> [Problem to work on]
Draw out every line with the word "Format" from the listing below.

::::::::

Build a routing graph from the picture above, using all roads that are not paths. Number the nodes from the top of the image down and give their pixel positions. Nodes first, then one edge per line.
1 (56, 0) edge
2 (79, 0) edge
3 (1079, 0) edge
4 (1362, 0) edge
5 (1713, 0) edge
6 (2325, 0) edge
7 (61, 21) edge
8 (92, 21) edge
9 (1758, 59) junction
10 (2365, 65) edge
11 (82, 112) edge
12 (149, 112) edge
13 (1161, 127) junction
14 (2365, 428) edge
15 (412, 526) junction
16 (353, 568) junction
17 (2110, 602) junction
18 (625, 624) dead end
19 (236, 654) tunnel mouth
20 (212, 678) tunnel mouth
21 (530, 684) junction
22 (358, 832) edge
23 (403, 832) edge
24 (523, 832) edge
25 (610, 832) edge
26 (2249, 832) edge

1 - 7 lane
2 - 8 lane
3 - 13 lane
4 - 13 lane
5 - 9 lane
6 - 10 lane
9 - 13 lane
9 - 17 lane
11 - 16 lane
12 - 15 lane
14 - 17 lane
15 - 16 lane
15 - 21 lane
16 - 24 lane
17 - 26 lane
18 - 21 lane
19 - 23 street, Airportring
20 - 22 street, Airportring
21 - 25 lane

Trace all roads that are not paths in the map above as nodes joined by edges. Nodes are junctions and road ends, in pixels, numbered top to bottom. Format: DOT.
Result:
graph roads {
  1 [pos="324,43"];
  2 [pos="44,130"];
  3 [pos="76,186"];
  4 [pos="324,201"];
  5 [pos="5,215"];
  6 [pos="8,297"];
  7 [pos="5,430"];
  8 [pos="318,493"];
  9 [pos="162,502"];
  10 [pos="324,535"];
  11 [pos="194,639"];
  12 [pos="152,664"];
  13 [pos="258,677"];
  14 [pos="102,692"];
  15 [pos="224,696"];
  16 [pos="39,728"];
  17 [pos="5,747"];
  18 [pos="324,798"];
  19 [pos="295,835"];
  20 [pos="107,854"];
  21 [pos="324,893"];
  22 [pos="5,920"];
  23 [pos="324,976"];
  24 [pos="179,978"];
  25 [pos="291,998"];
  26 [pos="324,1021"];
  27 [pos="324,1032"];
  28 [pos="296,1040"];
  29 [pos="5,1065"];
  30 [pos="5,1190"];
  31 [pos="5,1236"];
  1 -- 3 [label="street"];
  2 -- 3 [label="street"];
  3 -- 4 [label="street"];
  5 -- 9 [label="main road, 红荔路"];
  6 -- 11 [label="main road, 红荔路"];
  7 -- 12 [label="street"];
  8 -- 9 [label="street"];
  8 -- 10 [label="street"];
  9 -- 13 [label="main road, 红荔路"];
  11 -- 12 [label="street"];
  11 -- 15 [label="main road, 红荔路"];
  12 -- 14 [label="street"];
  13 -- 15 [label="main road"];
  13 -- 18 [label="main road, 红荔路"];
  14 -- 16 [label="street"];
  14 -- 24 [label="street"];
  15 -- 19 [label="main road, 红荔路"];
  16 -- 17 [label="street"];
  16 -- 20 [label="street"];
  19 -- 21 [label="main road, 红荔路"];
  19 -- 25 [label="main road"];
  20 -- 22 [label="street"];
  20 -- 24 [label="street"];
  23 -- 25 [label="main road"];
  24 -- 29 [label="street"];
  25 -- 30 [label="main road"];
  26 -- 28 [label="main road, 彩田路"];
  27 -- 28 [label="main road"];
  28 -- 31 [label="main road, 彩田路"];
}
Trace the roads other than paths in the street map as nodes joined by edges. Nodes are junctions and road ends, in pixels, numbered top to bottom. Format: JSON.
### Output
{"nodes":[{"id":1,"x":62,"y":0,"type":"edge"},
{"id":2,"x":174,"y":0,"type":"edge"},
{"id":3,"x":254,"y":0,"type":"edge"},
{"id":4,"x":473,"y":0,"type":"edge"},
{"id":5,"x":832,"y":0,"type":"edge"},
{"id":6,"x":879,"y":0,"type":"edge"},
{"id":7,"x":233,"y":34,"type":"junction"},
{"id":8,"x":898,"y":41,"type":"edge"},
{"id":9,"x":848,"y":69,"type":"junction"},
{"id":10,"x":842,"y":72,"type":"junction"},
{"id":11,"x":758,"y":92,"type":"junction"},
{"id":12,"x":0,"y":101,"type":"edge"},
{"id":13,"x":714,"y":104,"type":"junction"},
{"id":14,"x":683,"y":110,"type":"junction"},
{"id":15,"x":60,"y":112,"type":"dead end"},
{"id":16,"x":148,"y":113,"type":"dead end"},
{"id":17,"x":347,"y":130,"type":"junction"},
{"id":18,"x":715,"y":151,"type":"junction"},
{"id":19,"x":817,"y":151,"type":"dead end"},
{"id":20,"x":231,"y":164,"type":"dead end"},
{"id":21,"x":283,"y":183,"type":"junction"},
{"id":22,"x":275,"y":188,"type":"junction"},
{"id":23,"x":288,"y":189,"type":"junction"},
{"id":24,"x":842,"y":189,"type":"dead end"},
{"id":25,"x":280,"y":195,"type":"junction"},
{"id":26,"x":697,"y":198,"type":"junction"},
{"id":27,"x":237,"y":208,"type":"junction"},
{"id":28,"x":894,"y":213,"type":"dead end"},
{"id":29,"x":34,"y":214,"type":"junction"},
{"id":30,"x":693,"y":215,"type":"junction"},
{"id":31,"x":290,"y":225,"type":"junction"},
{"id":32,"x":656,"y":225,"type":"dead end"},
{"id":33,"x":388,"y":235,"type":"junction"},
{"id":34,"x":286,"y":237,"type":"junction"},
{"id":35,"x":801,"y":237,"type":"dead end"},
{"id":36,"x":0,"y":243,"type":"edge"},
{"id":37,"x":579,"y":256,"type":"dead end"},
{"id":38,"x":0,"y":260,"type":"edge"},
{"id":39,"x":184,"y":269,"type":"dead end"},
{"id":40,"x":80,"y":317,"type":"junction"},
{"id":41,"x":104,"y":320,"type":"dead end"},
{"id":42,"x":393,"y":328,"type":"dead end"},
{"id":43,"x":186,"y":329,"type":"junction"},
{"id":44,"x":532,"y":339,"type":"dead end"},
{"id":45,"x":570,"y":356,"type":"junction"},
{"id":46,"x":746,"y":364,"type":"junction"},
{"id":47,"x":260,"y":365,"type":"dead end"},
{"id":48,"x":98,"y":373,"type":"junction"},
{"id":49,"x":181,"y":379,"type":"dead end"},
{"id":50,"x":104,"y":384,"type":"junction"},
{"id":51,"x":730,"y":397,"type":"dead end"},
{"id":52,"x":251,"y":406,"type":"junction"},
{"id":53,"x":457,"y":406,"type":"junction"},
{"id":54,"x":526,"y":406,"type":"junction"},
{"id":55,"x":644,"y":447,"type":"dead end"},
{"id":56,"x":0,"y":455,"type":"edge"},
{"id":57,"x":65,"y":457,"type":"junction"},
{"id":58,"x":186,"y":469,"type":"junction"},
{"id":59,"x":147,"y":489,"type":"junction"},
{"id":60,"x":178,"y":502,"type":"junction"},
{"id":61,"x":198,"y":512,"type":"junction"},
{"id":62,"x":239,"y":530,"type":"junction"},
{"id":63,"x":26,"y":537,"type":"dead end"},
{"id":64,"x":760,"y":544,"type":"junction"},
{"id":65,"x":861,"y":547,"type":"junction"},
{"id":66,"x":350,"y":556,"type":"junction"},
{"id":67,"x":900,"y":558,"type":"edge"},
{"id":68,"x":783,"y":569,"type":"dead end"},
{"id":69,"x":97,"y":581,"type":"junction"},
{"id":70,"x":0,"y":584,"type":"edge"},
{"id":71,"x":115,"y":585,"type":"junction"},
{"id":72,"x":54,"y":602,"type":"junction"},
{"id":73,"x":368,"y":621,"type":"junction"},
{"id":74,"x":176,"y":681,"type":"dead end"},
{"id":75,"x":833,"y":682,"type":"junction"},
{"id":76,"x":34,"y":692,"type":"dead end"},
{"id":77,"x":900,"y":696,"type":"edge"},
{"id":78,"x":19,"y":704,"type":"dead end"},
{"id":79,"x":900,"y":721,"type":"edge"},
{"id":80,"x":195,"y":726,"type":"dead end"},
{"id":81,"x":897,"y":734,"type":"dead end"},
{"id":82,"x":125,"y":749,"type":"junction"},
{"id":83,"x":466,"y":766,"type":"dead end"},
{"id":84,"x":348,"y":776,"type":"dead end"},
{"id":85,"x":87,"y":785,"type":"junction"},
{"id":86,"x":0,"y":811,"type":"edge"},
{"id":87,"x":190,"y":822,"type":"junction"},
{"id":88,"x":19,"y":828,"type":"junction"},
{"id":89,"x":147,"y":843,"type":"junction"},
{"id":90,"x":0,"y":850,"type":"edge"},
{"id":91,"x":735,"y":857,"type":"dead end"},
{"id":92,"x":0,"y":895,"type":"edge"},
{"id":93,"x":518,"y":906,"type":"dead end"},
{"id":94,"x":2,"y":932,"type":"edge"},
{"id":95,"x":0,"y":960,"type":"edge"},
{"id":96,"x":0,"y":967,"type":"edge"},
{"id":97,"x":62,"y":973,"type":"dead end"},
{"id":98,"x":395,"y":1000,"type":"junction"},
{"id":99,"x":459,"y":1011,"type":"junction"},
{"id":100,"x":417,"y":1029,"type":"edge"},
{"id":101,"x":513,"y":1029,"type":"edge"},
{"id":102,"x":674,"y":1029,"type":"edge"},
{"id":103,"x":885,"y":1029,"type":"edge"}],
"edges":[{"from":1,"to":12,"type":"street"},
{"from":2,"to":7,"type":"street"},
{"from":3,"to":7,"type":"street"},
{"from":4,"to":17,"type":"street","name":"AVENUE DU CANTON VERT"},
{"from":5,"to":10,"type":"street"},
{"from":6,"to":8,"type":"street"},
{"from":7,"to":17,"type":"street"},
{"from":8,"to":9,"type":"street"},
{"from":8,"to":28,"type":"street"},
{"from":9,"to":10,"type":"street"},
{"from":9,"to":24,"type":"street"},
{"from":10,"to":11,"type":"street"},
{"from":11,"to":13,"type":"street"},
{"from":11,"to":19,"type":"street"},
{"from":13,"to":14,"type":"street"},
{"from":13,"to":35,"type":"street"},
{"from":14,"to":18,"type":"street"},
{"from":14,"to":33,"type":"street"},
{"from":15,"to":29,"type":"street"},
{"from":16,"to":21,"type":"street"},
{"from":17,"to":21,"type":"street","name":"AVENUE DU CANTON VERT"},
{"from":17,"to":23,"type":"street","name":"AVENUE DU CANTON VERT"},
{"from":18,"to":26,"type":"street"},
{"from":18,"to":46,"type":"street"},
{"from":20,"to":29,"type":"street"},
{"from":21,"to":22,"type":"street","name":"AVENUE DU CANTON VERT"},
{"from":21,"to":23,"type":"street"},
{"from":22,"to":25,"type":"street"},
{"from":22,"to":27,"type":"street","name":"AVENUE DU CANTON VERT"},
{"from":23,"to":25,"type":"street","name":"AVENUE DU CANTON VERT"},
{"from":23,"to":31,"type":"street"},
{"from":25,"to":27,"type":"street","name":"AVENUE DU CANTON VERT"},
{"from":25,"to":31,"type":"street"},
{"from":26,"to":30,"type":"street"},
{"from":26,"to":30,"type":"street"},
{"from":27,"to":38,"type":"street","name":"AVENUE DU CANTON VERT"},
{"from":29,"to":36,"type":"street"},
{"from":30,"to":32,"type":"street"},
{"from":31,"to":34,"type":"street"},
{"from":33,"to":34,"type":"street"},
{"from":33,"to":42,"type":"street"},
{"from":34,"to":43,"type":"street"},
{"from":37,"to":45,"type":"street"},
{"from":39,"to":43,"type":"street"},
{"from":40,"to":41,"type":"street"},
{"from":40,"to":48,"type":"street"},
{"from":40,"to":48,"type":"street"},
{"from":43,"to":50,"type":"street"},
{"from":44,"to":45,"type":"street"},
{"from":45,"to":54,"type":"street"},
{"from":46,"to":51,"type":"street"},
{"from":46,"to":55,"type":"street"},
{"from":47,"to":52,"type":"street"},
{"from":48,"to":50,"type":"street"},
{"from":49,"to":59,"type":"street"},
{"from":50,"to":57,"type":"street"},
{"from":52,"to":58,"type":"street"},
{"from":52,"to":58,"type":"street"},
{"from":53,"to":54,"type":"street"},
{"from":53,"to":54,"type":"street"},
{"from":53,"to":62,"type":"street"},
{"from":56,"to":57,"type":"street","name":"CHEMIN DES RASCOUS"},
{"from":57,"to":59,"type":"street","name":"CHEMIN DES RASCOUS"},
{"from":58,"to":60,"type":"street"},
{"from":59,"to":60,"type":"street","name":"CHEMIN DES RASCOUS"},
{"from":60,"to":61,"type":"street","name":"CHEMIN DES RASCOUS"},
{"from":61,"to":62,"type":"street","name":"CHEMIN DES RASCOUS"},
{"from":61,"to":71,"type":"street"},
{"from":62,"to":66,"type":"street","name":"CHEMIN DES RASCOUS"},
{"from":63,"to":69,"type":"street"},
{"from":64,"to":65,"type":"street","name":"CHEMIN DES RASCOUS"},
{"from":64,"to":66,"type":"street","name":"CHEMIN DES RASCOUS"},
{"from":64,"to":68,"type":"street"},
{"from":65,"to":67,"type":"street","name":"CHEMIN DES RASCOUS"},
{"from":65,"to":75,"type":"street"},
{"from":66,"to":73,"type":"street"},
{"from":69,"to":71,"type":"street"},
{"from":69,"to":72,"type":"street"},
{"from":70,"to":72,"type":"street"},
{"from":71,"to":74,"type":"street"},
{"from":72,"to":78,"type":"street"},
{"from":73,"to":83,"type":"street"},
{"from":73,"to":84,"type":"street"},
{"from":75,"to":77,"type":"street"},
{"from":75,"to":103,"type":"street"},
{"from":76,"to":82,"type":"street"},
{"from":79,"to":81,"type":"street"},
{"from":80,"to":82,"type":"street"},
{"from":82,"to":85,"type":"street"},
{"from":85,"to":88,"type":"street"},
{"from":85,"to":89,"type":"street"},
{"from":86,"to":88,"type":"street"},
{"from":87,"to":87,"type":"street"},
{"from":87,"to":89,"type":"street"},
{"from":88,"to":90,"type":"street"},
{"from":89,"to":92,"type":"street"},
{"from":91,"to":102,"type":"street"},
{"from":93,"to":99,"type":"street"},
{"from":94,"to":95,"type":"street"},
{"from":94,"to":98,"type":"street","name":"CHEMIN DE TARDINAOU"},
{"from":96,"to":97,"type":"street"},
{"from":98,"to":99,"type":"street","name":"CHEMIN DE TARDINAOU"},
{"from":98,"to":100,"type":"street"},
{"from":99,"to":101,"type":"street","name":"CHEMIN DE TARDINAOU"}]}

::::::::

> [Task answer]
Trace all roads that are not paths in the map above as nodes joined by edges. Nodes are junctions and road ends, in pixels, numbered top to bottom. Format: DOT.
Trace the roads other than paths in the street map as nodes joined by edges. Nodes are junctions and road ends, in pixels, numbered top to bottom. Format: JSON.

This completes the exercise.